**Goal of the exercise**
Only the text is wanted; write out each record below exactly and exclude all pictures.

**Excerpted records**
------------------------------------------------

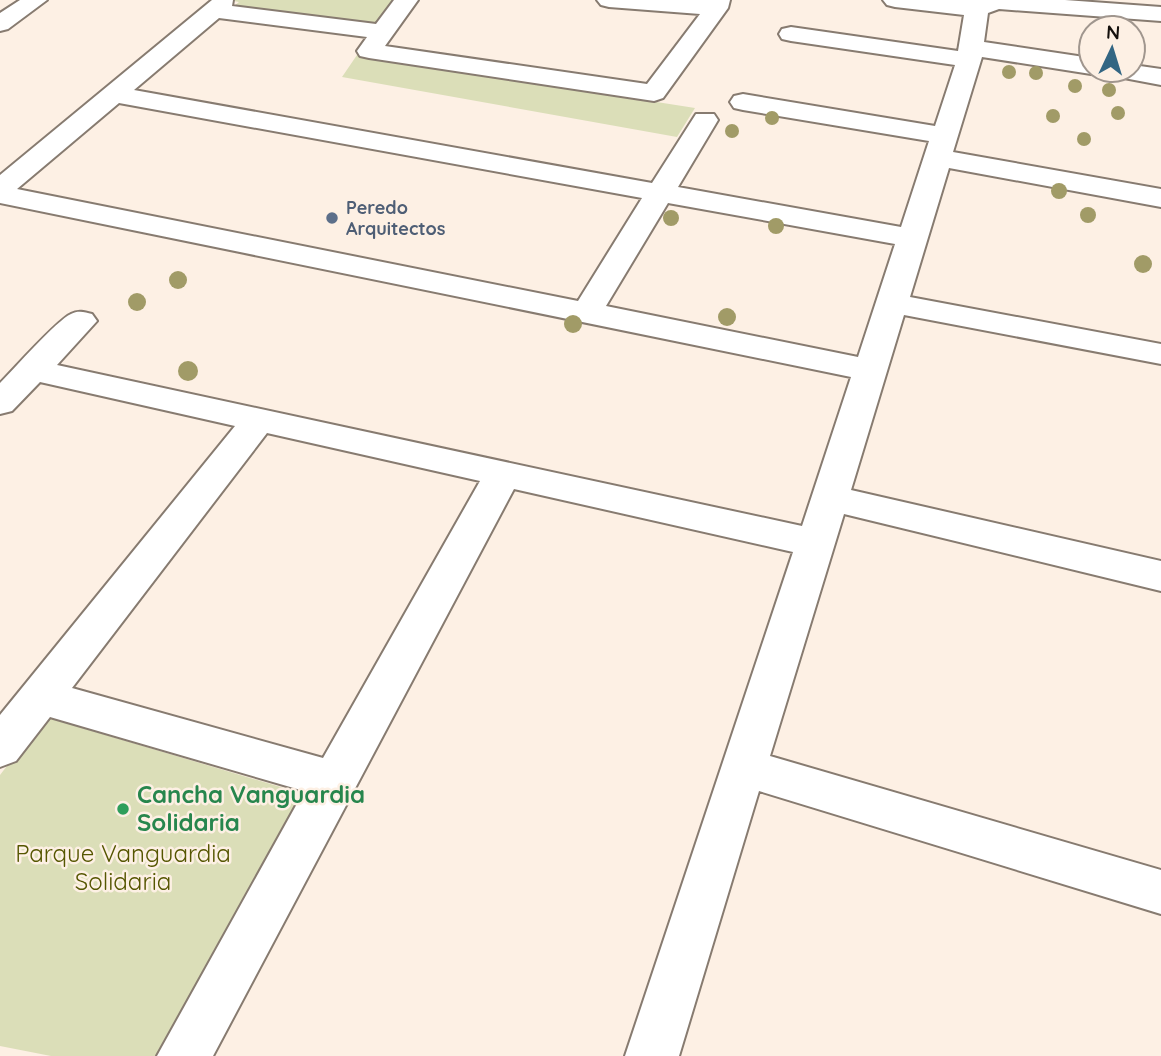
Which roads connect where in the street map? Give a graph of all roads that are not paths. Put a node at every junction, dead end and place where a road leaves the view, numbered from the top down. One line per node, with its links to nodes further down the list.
1 (35, 0): 10 (street)
2 (405, 0): 11 (street)
3 (609, 0): 5 (street)
4 (895, 0): 6 (street)
5 (717, 4): 11 (street)
6 (975, 4): 7 (street); 13 (street)
7 (1081, 4): 9 (street)
8 (208, 5): 11 (street); 15 (street)
9 (1161, 14)
10 (0, 24)
11 (382, 32)
12 (791, 34): 13 (street)
13 (971, 54): 14 (street); 18 (street)
14 (1077, 65)
15 (116, 96): 19 (street); 20 (street)
16 (743, 102): 18 (street)
17 (705, 120): 20 (street)
18 (942, 147): 21 (street); 22 (street)
19 (0, 192): 24 (street)
20 (658, 192): 22 (street); 24 (street)
21 (1161, 198)
22 (913, 238): 23 (street)
23 (893, 303): 26 (street); 28 (street)
24 (586, 313): 28 (street)
25 (81, 321): 27 (street)
26 (1161, 354)
27 (32, 370): 29 (street); 30 (street)
28 (871, 370): 32 (street)
29 (0, 402)
30 (259, 420): 31 (street); 35 (street)
31 (503, 474): 33 (street); 38 (street)
32 (831, 498): 33 (street); 34 (street)
33 (817, 543): 37 (street)
34 (1161, 576)
35 (40, 697): 36 (street); 38 (street)
36 (0, 748)
37 (746, 768): 39 (street); 41 (street)
38 (335, 781): 40 (street)
39 (1161, 892)
40 (184, 1056)
41 (652, 1056)

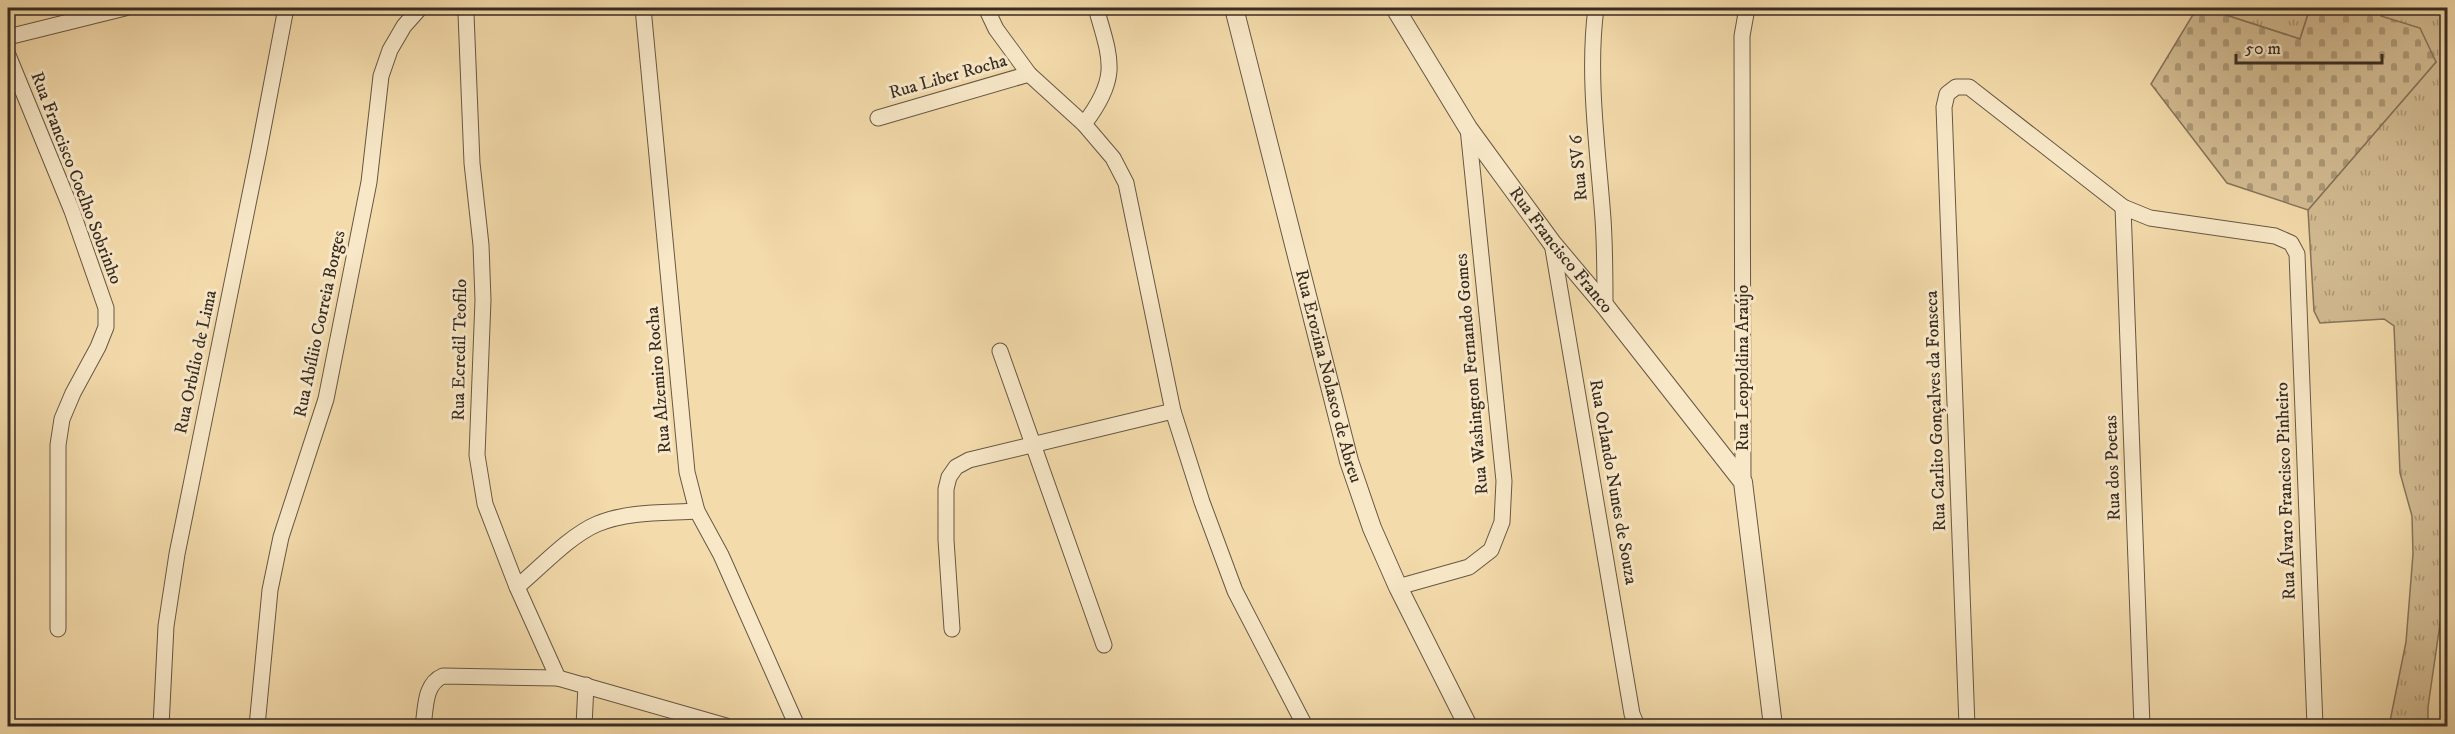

------------------------------------------------

**Exercise solution**
Which roads connect where in the street map? Give a graph of all roads that are not paths. Put a node at every junction, dead end and place where a road leaves the view, numbered from the top down. One line per node, with its links to nodes further down the list.
1 (35, 0): 10 (street)
2 (405, 0): 11 (street)
3 (609, 0): 5 (street)
4 (895, 0): 6 (street)
5 (717, 4): 11 (street)
6 (975, 4): 7 (street); 13 (street)
7 (1081, 4): 9 (street)
8 (208, 5): 11 (street); 15 (street)
9 (1161, 14)
10 (0, 24)
11 (382, 32)
12 (791, 34): 13 (street)
13 (971, 54): 14 (street); 18 (street)
14 (1077, 65)
15 (116, 96): 19 (street); 20 (street)
16 (743, 102): 18 (street)
17 (705, 120): 20 (street)
18 (942, 147): 21 (street); 22 (street)
19 (0, 192): 24 (street)
20 (658, 192): 22 (street); 24 (street)
21 (1161, 198)
22 (913, 238): 23 (street)
23 (893, 303): 26 (street); 28 (street)
24 (586, 313): 28 (street)
25 (81, 321): 27 (street)
26 (1161, 354)
27 (32, 370): 29 (street); 30 (street)
28 (871, 370): 32 (street)
29 (0, 402)
30 (259, 420): 31 (street); 35 (street)
31 (503, 474): 33 (street); 38 (street)
32 (831, 498): 33 (street); 34 (street)
33 (817, 543): 37 (street)
34 (1161, 576)
35 (40, 697): 36 (street); 38 (street)
36 (0, 748)
37 (746, 768): 39 (street); 41 (street)
38 (335, 781): 40 (street)
39 (1161, 892)
40 (184, 1056)
41 (652, 1056)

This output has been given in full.